### What to do
Everything in the records below goes into the copy exactly, except the pictures.
▬▬▬▬▬▬▬▬▬▬
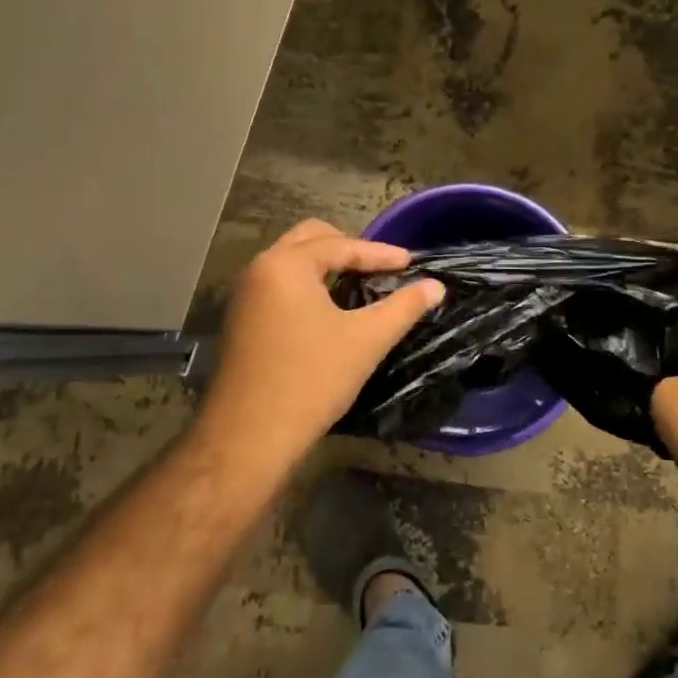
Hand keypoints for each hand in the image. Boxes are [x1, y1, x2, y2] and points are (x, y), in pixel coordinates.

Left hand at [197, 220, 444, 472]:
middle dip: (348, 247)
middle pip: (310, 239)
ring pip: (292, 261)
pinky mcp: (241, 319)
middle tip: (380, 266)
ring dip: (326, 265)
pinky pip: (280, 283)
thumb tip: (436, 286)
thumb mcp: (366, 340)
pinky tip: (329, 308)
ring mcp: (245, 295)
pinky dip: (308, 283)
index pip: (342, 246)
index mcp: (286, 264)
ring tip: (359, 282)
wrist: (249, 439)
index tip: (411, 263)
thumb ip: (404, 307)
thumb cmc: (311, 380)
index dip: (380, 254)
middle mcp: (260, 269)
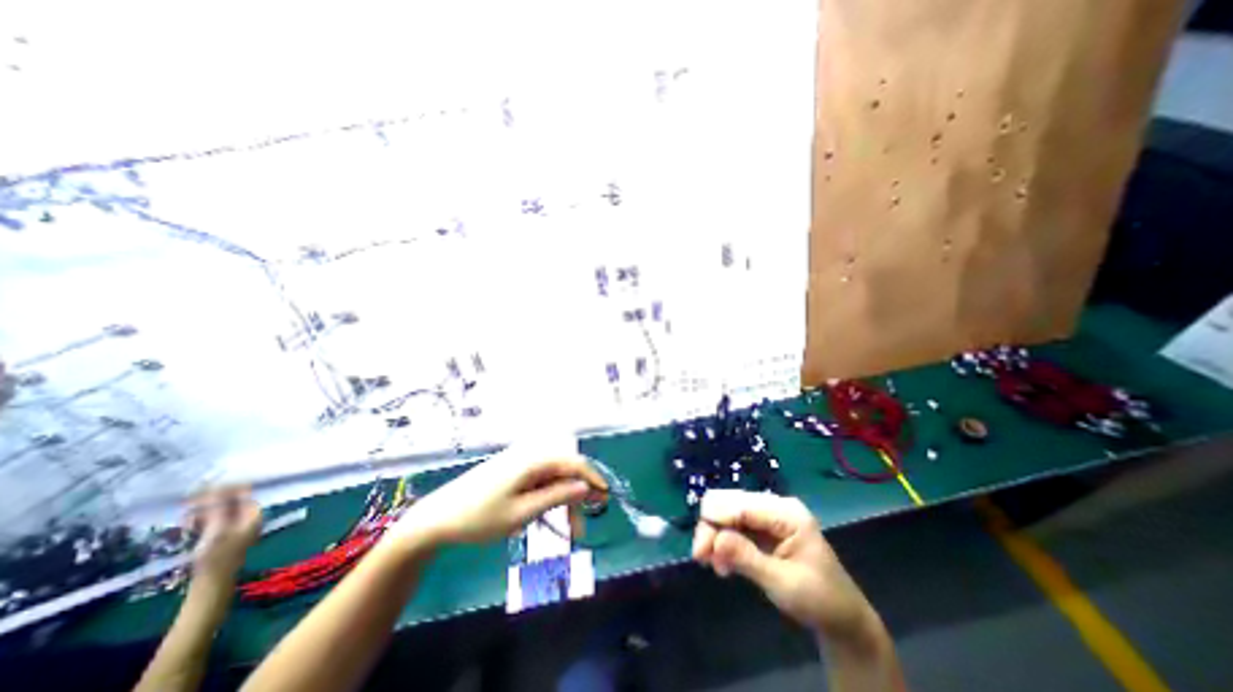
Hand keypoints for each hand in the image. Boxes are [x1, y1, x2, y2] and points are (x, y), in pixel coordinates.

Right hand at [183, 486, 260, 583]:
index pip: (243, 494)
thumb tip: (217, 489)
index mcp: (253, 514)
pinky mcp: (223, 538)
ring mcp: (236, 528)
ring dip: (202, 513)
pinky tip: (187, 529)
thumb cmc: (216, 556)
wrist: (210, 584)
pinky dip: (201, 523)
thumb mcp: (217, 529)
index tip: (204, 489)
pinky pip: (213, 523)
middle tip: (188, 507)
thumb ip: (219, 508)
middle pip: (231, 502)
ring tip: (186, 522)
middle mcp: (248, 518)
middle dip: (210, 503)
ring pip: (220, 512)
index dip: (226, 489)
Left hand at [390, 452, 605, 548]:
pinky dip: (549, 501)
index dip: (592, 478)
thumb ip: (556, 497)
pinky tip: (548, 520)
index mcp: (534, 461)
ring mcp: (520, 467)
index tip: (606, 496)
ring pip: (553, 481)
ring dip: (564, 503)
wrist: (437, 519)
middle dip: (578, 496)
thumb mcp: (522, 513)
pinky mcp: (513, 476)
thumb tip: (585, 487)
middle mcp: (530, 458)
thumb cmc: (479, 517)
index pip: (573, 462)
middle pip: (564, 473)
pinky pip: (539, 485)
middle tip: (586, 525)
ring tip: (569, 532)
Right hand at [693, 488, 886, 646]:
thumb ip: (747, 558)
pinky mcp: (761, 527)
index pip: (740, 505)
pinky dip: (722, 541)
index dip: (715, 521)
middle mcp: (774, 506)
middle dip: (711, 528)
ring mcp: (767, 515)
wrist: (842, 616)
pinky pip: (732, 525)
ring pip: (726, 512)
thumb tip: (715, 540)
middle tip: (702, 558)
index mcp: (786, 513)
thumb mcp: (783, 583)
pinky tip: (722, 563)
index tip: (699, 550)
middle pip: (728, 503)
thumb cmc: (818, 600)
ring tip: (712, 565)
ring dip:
▬▬▬▬▬▬▬▬▬▬
### Exercise result
Hand keypoints for each hand in the image. Boxes are [x1, y1, x2, y2] and points are (x, y), in pixel coordinates.

Left hand at [197, 220, 444, 472]:
middle dip: (348, 247)
middle pip: (310, 239)
ring pip: (292, 261)
pinky mcp: (241, 319)
middle tip: (380, 266)
ring dip: (326, 265)
pinky pip: (280, 283)
thumb tip: (436, 286)
thumb mcp: (366, 340)
pinky tip: (329, 308)
ring mcp: (245, 295)
pinky dip: (308, 283)
index pip: (342, 246)
index mcp: (286, 264)
ring tip: (359, 282)
wrist: (249, 439)
index tip: (411, 263)
thumb ip: (404, 307)
thumb cmc: (311, 380)
index dip: (380, 254)
middle mcp: (260, 269)
Hand keypoints for each hand in the image. Boxes are [x1, y1, x2, y2] and points are (x, y), in pixel coordinates.

Right hand at [183, 486, 260, 583]:
index pip: (243, 494)
thumb tip: (217, 489)
index mcp: (253, 514)
pinky mcp: (223, 538)
ring mcp: (236, 528)
ring dip: (202, 513)
pinky tip: (187, 529)
thumb cmc: (216, 556)
wrist: (210, 584)
pinky dip: (201, 523)
thumb mcp: (217, 529)
index tip: (204, 489)
pinky pip: (213, 523)
middle tip: (188, 507)
thumb ip: (219, 508)
middle pip: (231, 502)
ring tip: (186, 522)
middle mcp: (248, 518)
middle dip: (210, 503)
ring pip: (220, 512)
index dip: (226, 489)
Left hand at [390, 452, 605, 548]:
pinky dip: (549, 501)
index dip: (592, 478)
thumb ip: (556, 497)
pinky tip: (548, 520)
index mcp: (534, 461)
ring mcp: (520, 467)
index tip: (606, 496)
ring pip: (553, 481)
ring dip: (564, 503)
wrist: (437, 519)
middle dip: (578, 496)
thumb mcp: (522, 513)
pinky mcp: (513, 476)
thumb tip: (585, 487)
middle mcp: (530, 458)
thumb cmc: (479, 517)
index pip: (573, 462)
middle pip: (564, 473)
pinky pip: (539, 485)
middle tip: (586, 525)
ring tip: (569, 532)
Right hand at [693, 488, 886, 646]:
thumb ip: (747, 558)
pinky mcp: (761, 527)
index pip: (740, 505)
pinky dip: (722, 541)
index dip: (715, 521)
middle mcp: (774, 506)
middle dip: (711, 528)
ring mcp: (767, 515)
wrist: (842, 616)
pinky pip: (732, 525)
ring pip: (726, 512)
thumb tip: (715, 540)
middle tip: (702, 558)
index mcp: (786, 513)
thumb mcp: (783, 583)
pinky tip: (722, 563)
index tip: (699, 550)
middle pip: (728, 503)
thumb cmc: (818, 600)
ring tip: (712, 565)
ring dip:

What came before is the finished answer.